This is perhaps one of the most devastating novels I’ve had the good fortune to come across. Bleak, fascinating, shocking…but most of all uncomfortably poignant.
The narrator is a young class-obsessed man named Frederick, a shy, uneducated and emotionally stunted clerk who wins a substantial amount of money in the football pools. He dutifully gives a portion of it to his abhorrent aunt as she raised him, but the rest he dedicates to abducting and holding captive a young woman he has grown obsessed with.
Miranda is an art student from a wealthy yet dysfunctional family. Frederick is infatuated with her unique beauty and the way in which she carries herself, believing that once captured she will finally notice him, get to know him and perhaps even fall in love with him. He feels invisible, powerless and worthless, but he is certain that under different circumstances she will learn to appreciate him for who he really is.

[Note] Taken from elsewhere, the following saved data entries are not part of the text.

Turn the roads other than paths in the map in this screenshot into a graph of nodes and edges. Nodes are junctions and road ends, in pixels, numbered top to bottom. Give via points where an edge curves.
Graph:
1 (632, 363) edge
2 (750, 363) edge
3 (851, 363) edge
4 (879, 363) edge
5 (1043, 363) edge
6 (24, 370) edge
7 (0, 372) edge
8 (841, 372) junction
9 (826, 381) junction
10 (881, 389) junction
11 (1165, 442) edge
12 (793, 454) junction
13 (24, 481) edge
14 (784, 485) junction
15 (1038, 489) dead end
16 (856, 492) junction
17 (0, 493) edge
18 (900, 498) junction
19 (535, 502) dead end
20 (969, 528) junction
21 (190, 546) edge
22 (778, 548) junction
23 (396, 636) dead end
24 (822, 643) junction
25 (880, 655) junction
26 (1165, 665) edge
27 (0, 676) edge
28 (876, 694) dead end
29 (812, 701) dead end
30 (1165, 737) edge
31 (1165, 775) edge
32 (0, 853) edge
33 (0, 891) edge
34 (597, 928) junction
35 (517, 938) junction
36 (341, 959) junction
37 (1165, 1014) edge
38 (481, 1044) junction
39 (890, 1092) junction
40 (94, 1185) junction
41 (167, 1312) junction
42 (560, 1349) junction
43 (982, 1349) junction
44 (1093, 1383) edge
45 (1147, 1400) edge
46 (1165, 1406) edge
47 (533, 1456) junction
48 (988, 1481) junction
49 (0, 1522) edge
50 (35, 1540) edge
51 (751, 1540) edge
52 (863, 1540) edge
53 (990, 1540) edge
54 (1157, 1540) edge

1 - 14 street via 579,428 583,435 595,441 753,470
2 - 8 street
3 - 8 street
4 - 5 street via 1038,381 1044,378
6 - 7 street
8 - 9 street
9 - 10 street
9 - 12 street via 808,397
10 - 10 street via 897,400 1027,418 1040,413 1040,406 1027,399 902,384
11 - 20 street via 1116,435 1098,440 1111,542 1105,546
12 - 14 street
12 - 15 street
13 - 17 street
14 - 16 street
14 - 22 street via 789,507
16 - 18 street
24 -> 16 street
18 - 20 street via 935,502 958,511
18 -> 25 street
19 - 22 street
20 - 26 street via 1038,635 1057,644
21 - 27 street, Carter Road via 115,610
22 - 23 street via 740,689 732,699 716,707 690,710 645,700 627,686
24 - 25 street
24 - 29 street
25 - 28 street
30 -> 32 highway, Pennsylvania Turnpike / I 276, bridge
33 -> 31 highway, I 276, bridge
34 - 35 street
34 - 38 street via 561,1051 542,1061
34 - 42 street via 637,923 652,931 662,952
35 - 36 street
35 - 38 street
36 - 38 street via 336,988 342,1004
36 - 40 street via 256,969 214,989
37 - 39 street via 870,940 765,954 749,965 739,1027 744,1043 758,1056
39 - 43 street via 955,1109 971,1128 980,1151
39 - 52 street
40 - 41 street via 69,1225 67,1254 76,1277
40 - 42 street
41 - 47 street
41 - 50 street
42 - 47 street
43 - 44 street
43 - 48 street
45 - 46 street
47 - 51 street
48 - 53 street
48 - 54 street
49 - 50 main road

The story is divided into two sections, the second more introspective and philosophical than the first. It may have been written in the 1960s but Fowles’ reflections on society, feminism, youth, class and idealism are almost upsettingly relevant today. Has nothing changed in fifty years? It seems not as the struggles he touches upon regarding power, love and cruelty seem so fresh and new. Are we a species that fails to learn from its mistakes or are we just naturally like this?
Frederick embodies ignorance. He refuses to learn and grow, wanting everything to be within reach and as he planned it to be – even if his plans do not make him happy. It is not his lack of education that makes him so repulsively blind to the world but his lack of nurturing; without parents or loving parental figures he simply lacks. It is impossible to determine just what would be needed to make him aware of the world beyond his own restricted view of it, but as Miranda discovers ignorance is often harder, crueller and more powerful than the truth.
I really cannot recommend this novel enough. It is simply a masterpiece, and the ending leaves a gloriously bitter taste in the mouth. It leaves you doused in human guilt, saturated in wasted potential.